→ **WHAT THE TASK ASKS**
The listing should be returned in its entirety, exactly as given.

→ **DATA SEGMENT**
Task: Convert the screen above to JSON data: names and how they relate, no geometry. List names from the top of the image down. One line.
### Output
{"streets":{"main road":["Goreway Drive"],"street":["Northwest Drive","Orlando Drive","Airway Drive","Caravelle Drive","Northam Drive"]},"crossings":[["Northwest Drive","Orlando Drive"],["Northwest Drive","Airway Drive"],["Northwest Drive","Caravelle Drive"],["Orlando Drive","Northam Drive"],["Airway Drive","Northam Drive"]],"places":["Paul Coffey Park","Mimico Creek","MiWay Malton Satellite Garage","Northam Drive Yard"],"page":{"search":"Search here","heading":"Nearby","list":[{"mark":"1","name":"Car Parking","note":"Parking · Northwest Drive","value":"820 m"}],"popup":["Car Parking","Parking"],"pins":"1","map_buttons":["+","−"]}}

→ **OUTPUT**
Task: Convert the screen above to JSON data: names and how they relate, no geometry. List names from the top of the image down. One line.
### Output
{"streets":{"main road":["Goreway Drive"],"street":["Northwest Drive","Orlando Drive","Airway Drive","Caravelle Drive","Northam Drive"]},"crossings":[["Northwest Drive","Orlando Drive"],["Northwest Drive","Airway Drive"],["Northwest Drive","Caravelle Drive"],["Orlando Drive","Northam Drive"],["Airway Drive","Northam Drive"]],"places":["Paul Coffey Park","Mimico Creek","MiWay Malton Satellite Garage","Northam Drive Yard"],"page":{"search":"Search here","heading":"Nearby","list":[{"mark":"1","name":"Car Parking","note":"Parking · Northwest Drive","value":"820 m"}],"popup":["Car Parking","Parking"],"pins":"1","map_buttons":["+","−"]}}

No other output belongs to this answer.